Menteri Perumahan dan Kawasan Permukiman (PKP) Maruarar Sirait. Dok: HF.
Jakarta – Komitmen pemerintah dalam mempercepat penyediaan rumah layak huni bagi masyarakat terus diperkuat. Menteri Perumahan dan Kawasan Permukiman (PKP) Maruarar Sirait memastikan dukungan pemerintah pusat untuk Kabupaten Bogor melalui alokasi sedikitnya 6.396 unit Bantuan Stimulan Perumahan Swadaya (BSPS) pada 2026.
Bahkan, pemerintah membuka peluang penambahan kuota apabila pelaksanaan program di daerah berjalan optimal.Kepastian tersebut disampaikan Maruarar saat menerima Bupati Bogor Rudy Susmanto di Kantor Kementerian PKP, Jakarta, Jumat (24/7/2026).
Pertemuan keduanya membahas percepatan penanganan rumah tidak layak huni sekaligus memperkuat sinergi antara pemerintah pusat dan Pemerintah Kabupaten Bogor dalam mewujudkan hunian yang layak bagi masyarakat.

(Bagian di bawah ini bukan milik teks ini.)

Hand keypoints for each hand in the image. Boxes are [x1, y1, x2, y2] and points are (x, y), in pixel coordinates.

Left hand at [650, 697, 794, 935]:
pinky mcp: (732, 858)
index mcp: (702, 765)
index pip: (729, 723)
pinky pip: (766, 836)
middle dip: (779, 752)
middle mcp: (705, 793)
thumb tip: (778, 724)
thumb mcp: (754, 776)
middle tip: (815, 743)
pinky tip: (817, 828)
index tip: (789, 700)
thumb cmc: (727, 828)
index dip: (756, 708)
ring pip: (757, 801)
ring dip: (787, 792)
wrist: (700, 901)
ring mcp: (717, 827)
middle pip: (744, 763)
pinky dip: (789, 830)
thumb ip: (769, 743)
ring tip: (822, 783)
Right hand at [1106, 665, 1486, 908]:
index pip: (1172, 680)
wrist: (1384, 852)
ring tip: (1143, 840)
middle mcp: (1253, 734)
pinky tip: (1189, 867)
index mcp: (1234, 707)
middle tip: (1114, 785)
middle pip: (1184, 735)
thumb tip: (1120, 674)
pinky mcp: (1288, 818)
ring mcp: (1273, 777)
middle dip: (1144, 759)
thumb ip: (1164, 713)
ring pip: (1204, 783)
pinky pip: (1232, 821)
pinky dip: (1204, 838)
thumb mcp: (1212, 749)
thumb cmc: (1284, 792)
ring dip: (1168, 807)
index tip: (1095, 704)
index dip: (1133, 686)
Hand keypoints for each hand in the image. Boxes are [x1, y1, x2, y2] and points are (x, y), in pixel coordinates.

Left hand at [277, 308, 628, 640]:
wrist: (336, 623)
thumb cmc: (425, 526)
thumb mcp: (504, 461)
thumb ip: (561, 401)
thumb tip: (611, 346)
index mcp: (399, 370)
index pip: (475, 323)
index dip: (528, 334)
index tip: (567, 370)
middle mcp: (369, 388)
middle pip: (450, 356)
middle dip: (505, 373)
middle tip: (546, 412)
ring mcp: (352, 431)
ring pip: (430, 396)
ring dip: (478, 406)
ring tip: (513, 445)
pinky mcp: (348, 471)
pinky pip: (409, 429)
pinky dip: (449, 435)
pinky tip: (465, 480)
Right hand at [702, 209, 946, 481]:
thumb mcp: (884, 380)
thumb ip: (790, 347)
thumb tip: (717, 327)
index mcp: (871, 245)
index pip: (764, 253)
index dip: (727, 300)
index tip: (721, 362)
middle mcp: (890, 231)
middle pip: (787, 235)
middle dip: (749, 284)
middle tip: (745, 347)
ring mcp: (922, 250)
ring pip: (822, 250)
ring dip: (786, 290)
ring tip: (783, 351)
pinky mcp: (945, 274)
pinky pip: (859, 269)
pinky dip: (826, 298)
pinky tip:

Maruarar menegaskan pemerintah akan terus mengevaluasi kesiapan setiap daerah dalam menjalankan program BSPS. Daerah yang mampu melaksanakan program secara tepat sasaran dan sesuai target akan diprioritaskan untuk memperoleh tambahan alokasi bantuan.
“Kalau memang siap, kita masih ada alokasi,” tegas Maruarar.
Bagi Kabupaten Bogor, alokasi tersebut menjadi pencapaian yang sangat berarti. Bupati Rudy Susmanto menyebut bantuan minimal 6.396 unit BSPS sebagai sejarah baru bagi daerahnya karena meningkat tajam dibandingkan tahun sebelumnya.
Menurutnya, tambahan kuota itu menjadi penyemangat bagi pemerintah daerah untuk terus menghadirkan rumah layak huni bagi masyarakat.
“Ini sejarah baru Kabupaten Bogor. Kita mendapat bantuan untuk pembangunan rumah tidak layak huni atau BSPS sejumlah minimal 6.396 rumah,” ujar Rudy.
Sebagai kabupaten dengan jumlah penduduk terbesar di Indonesia, tantangan penyediaan hunian layak di Bogor memang tidak ringan. Berdasarkan data Badan Pusat Statistik (BPS), jumlah penduduk Kabupaten Bogor mencapai sekitar 5,7 juta jiwa, sementara berdasarkan Data Tunggal Sosial dan Ekonomi Nasional (DTSEN) mencapai sekitar 6,19 juta jiwa.
Besarnya jumlah penduduk membuat kebutuhan rumah layak huni masih sangat tinggi sehingga membutuhkan dukungan berkelanjutan dari pemerintah pusat.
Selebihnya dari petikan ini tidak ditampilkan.